--- START ---

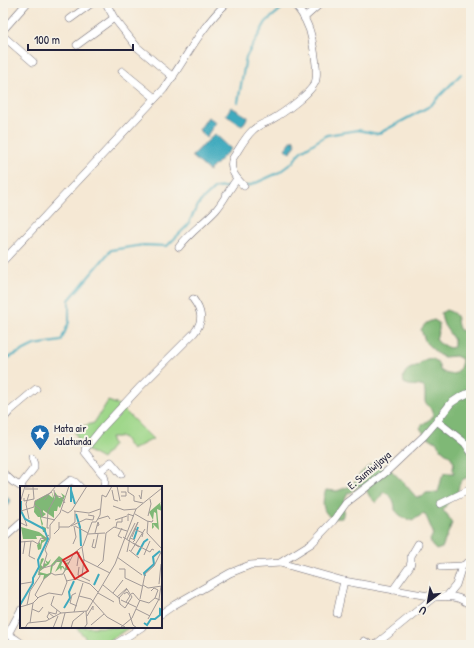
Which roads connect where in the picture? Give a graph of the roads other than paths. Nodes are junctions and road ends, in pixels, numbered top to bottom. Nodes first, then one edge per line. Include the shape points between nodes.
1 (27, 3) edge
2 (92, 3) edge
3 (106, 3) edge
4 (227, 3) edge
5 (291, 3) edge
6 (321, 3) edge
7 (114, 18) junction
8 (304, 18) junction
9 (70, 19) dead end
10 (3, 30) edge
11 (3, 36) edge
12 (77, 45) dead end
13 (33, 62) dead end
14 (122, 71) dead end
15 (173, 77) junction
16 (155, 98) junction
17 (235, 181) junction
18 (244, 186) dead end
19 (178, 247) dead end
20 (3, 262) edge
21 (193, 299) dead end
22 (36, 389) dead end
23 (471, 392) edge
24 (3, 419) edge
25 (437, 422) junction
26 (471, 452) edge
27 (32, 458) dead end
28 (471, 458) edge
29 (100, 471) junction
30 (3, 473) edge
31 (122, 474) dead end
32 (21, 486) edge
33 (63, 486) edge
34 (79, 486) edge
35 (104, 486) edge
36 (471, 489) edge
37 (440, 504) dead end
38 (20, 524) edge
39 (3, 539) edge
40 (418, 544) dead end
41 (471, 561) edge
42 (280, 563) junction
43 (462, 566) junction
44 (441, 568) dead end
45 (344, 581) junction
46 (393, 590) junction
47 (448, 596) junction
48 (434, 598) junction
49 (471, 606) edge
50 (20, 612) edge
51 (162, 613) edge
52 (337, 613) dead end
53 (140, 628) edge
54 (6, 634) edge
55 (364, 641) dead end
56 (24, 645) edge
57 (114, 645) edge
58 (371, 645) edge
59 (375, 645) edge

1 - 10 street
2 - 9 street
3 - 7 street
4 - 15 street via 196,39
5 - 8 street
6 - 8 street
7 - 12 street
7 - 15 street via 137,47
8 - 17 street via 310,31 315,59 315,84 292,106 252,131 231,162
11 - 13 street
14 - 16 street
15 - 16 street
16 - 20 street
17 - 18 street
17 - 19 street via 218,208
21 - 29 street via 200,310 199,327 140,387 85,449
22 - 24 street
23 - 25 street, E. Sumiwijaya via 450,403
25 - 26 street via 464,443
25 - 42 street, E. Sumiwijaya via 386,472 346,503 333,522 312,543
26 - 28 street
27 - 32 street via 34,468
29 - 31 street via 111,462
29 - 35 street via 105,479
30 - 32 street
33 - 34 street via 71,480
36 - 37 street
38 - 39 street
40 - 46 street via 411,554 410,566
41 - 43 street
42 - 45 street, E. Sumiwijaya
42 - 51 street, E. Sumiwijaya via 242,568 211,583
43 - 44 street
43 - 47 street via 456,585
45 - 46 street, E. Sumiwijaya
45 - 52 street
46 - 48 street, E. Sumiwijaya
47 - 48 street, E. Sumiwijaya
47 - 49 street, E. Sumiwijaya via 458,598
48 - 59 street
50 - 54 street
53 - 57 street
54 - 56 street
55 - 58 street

--- END ---

§ Exercise brief: Without the pictures, copy out all the records above exactly.

§ Result for this exercise:
Which roads connect where in the picture? Give a graph of the roads other than paths. Nodes are junctions and road ends, in pixels, numbered top to bottom. Nodes first, then one edge per line. Include the shape points between nodes.
1 (27, 3) edge
2 (92, 3) edge
3 (106, 3) edge
4 (227, 3) edge
5 (291, 3) edge
6 (321, 3) edge
7 (114, 18) junction
8 (304, 18) junction
9 (70, 19) dead end
10 (3, 30) edge
11 (3, 36) edge
12 (77, 45) dead end
13 (33, 62) dead end
14 (122, 71) dead end
15 (173, 77) junction
16 (155, 98) junction
17 (235, 181) junction
18 (244, 186) dead end
19 (178, 247) dead end
20 (3, 262) edge
21 (193, 299) dead end
22 (36, 389) dead end
23 (471, 392) edge
24 (3, 419) edge
25 (437, 422) junction
26 (471, 452) edge
27 (32, 458) dead end
28 (471, 458) edge
29 (100, 471) junction
30 (3, 473) edge
31 (122, 474) dead end
32 (21, 486) edge
33 (63, 486) edge
34 (79, 486) edge
35 (104, 486) edge
36 (471, 489) edge
37 (440, 504) dead end
38 (20, 524) edge
39 (3, 539) edge
40 (418, 544) dead end
41 (471, 561) edge
42 (280, 563) junction
43 (462, 566) junction
44 (441, 568) dead end
45 (344, 581) junction
46 (393, 590) junction
47 (448, 596) junction
48 (434, 598) junction
49 (471, 606) edge
50 (20, 612) edge
51 (162, 613) edge
52 (337, 613) dead end
53 (140, 628) edge
54 (6, 634) edge
55 (364, 641) dead end
56 (24, 645) edge
57 (114, 645) edge
58 (371, 645) edge
59 (375, 645) edge

1 - 10 street
2 - 9 street
3 - 7 street
4 - 15 street via 196,39
5 - 8 street
6 - 8 street
7 - 12 street
7 - 15 street via 137,47
8 - 17 street via 310,31 315,59 315,84 292,106 252,131 231,162
11 - 13 street
14 - 16 street
15 - 16 street
16 - 20 street
17 - 18 street
17 - 19 street via 218,208
21 - 29 street via 200,310 199,327 140,387 85,449
22 - 24 street
23 - 25 street, E. Sumiwijaya via 450,403
25 - 26 street via 464,443
25 - 42 street, E. Sumiwijaya via 386,472 346,503 333,522 312,543
26 - 28 street
27 - 32 street via 34,468
29 - 31 street via 111,462
29 - 35 street via 105,479
30 - 32 street
33 - 34 street via 71,480
36 - 37 street
38 - 39 street
40 - 46 street via 411,554 410,566
41 - 43 street
42 - 45 street, E. Sumiwijaya
42 - 51 street, E. Sumiwijaya via 242,568 211,583
43 - 44 street
43 - 47 street via 456,585
45 - 46 street, E. Sumiwijaya
45 - 52 street
46 - 48 street, E. Sumiwijaya
47 - 48 street, E. Sumiwijaya
47 - 49 street, E. Sumiwijaya via 458,598
48 - 59 street
50 - 54 street
53 - 57 street
54 - 56 street
55 - 58 street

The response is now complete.